It’s So Hard To Say Goodbye

31 07 2011

 

Dear Reader:

I am horrible at goodbyes.

In fact, I’ve never been good at them. Sometimes I’d rather leave without saying anything to anyone; this of course leads to friends saying “I can’t believe you left without saying goodbye!” I do feel bad when I leave in this way or when I resort to my other ‘goodbye-tendency’ – I start fights with people I’m close with before I have to leave them. This way, I feel angry and upset instead of feeling sad. I’m not going to say this technique of mine is healthy, it probably isn’t but it’s how I cope.

I suppose it all springs out of the same place that tells me to clean whenever I get upset or something happens that is out of my control. This can range from anything like rejection from a literary magazine, experiencing heartache, or losing a friend – these are all things out of my control. And when I can’t control something, I clean because it is something I do have control over. I clean. I scrub. I start with the bathroom and work my way from bedroom to, finally, the kitchen.

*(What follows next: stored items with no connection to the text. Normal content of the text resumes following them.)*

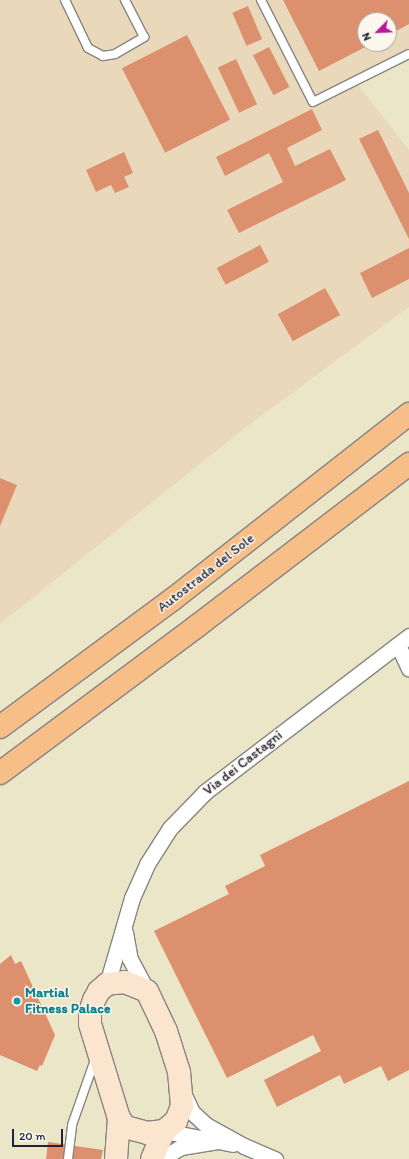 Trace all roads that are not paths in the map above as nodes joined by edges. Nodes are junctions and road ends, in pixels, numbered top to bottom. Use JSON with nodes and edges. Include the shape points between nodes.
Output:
{"nodes":[{"id":1,"x":65,"y":0,"type":"edge"},
{"id":2,"x":125,"y":0,"type":"edge"},
{"id":3,"x":261,"y":0,"type":"edge"},
{"id":4,"x":409,"y":54,"type":"edge"},
{"id":5,"x":409,"y":414,"type":"edge"},
{"id":6,"x":409,"y":464,"type":"edge"},
{"id":7,"x":403,"y":640,"type":"edge"},
{"id":8,"x":409,"y":669,"type":"edge"},
{"id":9,"x":0,"y":727,"type":"edge"},
{"id":10,"x":0,"y":773,"type":"edge"},
{"id":11,"x":124,"y":929,"type":"junction"},
{"id":12,"x":107,"y":984,"type":"junction"},
{"id":13,"x":147,"y":991,"type":"junction"},
{"id":14,"x":99,"y":1051,"type":"junction"},
{"id":15,"x":181,"y":1089,"type":"junction"},
{"id":16,"x":119,"y":1118,"type":"junction"},
{"id":17,"x":164,"y":1131,"type":"junction"},
{"id":18,"x":218,"y":1141,"type":"junction"},
{"id":19,"x":244,"y":1146,"type":"junction"},
{"id":20,"x":68,"y":1159,"type":"edge"},
{"id":21,"x":116,"y":1159,"type":"edge"},
{"id":22,"x":152,"y":1159,"type":"edge"},
{"id":23,"x":161,"y":1159,"type":"edge"},
{"id":24,"x":275,"y":1159,"type":"edge"}],
"edges":[{"from":1,"to":2,"type":"lane","via":[[88,48],[103,56],[115,54],[144,37]]},
{"from":3,"to":4,"type":"lane","via":[[313,102]]},
{"from":5,"to":9,"type":"highway","name":"Autostrada del Sole","via":[[173,600]]},
{"from":6,"to":10,"type":"highway"},
{"from":7,"to":8,"type":"street"},
{"from":7,"to":11,"type":"street","name":"Via dei Castagni","via":[[205,792],[187,809],[170,828],[147,864],[132,898]]},
{"from":11,"to":12,"type":"street","name":"Via dei Castagni"},
{"from":11,"to":13,"type":"street","name":"Via dei Castagni","via":[[130,959]]},
{"from":12,"to":13,"type":"street","via":[[124,982]]},
{"from":12,"to":14,"type":"street","name":"Via dei Castagni","via":[[99,991],[90,1012],[90,1024]]},
{"from":13,"to":15,"type":"street","name":"Via dei Castagni","via":[[166,1031],[180,1072]]},
{"from":14,"to":16,"type":"street","name":"Via dei Castagni"},
{"from":14,"to":20,"type":"lane","via":[[90,1070],[72,1126]]},
{"from":15,"to":17,"type":"street","name":"Via dei Castagni","via":[[182,1106],[176,1121]]},
{"from":15,"to":19,"type":"street","via":[[192,1112],[206,1125]]},
{"from":16,"to":17,"type":"street","via":[[125,1127],[146,1133]]},
{"from":16,"to":21,"type":"street","name":"Via dei Castagni"},
{"from":17,"to":18,"type":"street"},
{"from":17,"to":22,"type":"street","name":"Via dei Castagni"},
{"from":18,"to":19,"type":"street"},
{"from":18,"to":23,"type":"street","via":[[181,1147]]},
{"from":19,"to":24,"type":"street"}]} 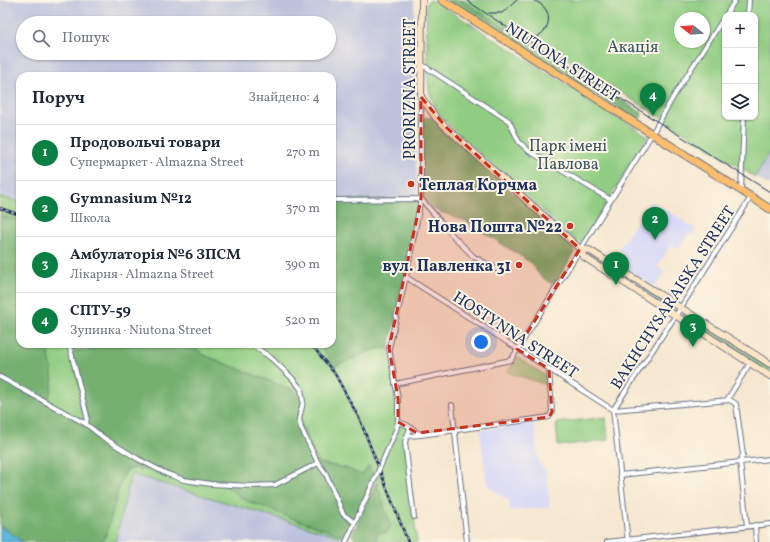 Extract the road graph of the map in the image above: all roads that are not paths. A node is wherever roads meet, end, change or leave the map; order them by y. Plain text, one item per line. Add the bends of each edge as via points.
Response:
1 (422, 0) edge
2 (442, 0) edge
3 (735, 0) edge
4 (749, 0) edge
5 (728, 12) edge
6 (748, 12) edge
7 (722, 21) edge
8 (421, 64) junction
9 (421, 97) junction
10 (744, 120) edge
11 (652, 134) junction
12 (741, 190) junction
13 (751, 197) junction
14 (336, 200) edge
15 (421, 200) junction
16 (611, 200) junction
17 (770, 208) edge
18 (580, 249) junction
19 (502, 272) dead end
20 (406, 277) junction
21 (681, 308) junction
22 (676, 315) junction
23 (70, 348) edge
24 (257, 348) edge
25 (517, 349) junction
26 (750, 363) junction
27 (770, 364) edge
28 (549, 370) junction
29 (770, 376) edge
30 (0, 377) edge
31 (396, 384) junction
32 (727, 400) junction
33 (452, 405) dead end
34 (613, 410) junction
35 (398, 422) junction
36 (86, 424) junction
37 (410, 428) junction
38 (456, 429) junction
39 (421, 435) junction
40 (407, 436) junction
41 (770, 459) edge
42 (740, 461) junction
43 (318, 463) junction
44 (620, 475) junction
45 (414, 517) dead end
46 (354, 522) junction
47 (770, 524) edge
48 (755, 525) junction
49 (747, 526) junction
50 (628, 541) edge
51 (346, 542) edge
52 (467, 542) edge
53 (607, 542) edge
54 (756, 542) edge

1 - 8 street, PRORIZNA STREET
2 - 11 main road, NIUTONA STREET
3 - 5 street
4 - 6 street
7 - 11 street
8 - 9 street, PRORIZNA STREET
8 - 16 street via 509,121 518,142 529,151
9 - 15 street, PRORIZNA STREET
9 - 18 street via 446,127
10 - 12 street
11 - 12 main road, NIUTONA STREET
11 - 16 street
12 - 13 main road, NIUTONA STREET
13 - 17 main road, NIUTONA STREET
13 - 21 street, BAKHCHYSARAISKA STREET
14 - 15 street
15 - 19 street via 474,257
15 - 20 street, PRORIZNA STREET
16 - 18 street
18 - 21 street via 589,250
18 - 22 street via 584,257
18 - 25 street
20 - 25 street, HOSTYNNA STREET
20 - 31 street, PRORIZNA STREET via 389,348
21 - 22 street, BAKHCHYSARAISKA STREET
21 - 27 street
22 - 26 street
22 - 34 street, BAKHCHYSARAISKA STREET
23 - 36 street via 87,416
24 - 43 street via 271,358 301,390 303,402 300,424
25 - 28 street, HOSTYNNA STREET
25 - 31 street via 511,360
26 - 29 street
26 - 32 street
28 - 34 street, HOSTYNNA STREET
28 - 38 street via 552,412 549,417
30 - 36 street
31 - 35 street, PRORIZNA STREET
32 - 34 street
32 - 42 street via 736,404 743,455
33 - 38 street
34 - 44 street
35 - 37 street
35 - 46 street, PRORIZNA STREET, bridge
36 - 43 street via 138,459 184,480 211,484 275,485
37 - 39 street
37 - 40 street
38 - 39 street
38 - 52 street
39 - 40 street
40 - 45 street via 405,442
41 - 42 street
42 - 44 street
42 - 49 street
43 - 46 street via 326,474 343,514
44 - 50 street
46 - 51 street, PRORIZNA STREET
47 - 48 street
48 - 49 street
48 - 54 street
49 - 50 street
50 - 53 street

You’re probably wondering why I’m bringing all of this up. The reason: this past week is my last week living and working in beautiful Boulder, Colorado – a place that has changed me physically, spiritually, mentally and emotionally. I know I’ve written about that before, but I’ve literally grown up in so many ways with this job and program I’ve been a part of and have spent the past 2 years working for. There is so much I am going to miss about this place and the people I’ve met during my time here. I’m going to miss running along the creek in the mornings. I’m going to miss the beautiful view of the Flatirons I get every morning when I walk to work. I’m going to actually miss work because it is the best job ever.  Most of all, I’m going to miss the kids.

I cannot thank these students enough for all they’ve taught me. Their stories, their strength, and all they have to go through inspires me to want to be better. I don’t mind putting in 16 hour days while they’re here or only getting a few hours of sleep at night if it means spending more time with them or in my office making this program the best I can make it. I call them my CUUB babies. I’m young. I’m single and who knows when or if I’ll ever have children, but I’m thankful to know that for the past 5 summers I’ve had 87 kids who have changed me forever and if I had to pick one thing I’d miss the most – it’s them.

I have nothing but gratitude for the time I’ve spent here in Boulder. I’ve met some amazing writer friends, grew closer to other friends, got to experience working with a really great boss and mentor. I’ve trained for and ran 2 half marathons and was able to travel to Costa Rica and New Zealand. Since I’ve been living in the 303, I’ve published my first poems, won my first poetry prize and so much more. I’ve written some of my best poetry here which is to say, I think Boulder and the program I worked for – helped me find my voice. I’ve found me.

 

I know my last post was about this, but I do worry about what lies ahead of me. I know I need to have faith in whatever job I will find after this. But I worry. Does it mean anything that when I left Albuquerque nearly two years ago, I didn’t cry. I didn’t shed one tear and was nervous and excited about what was awaiting me.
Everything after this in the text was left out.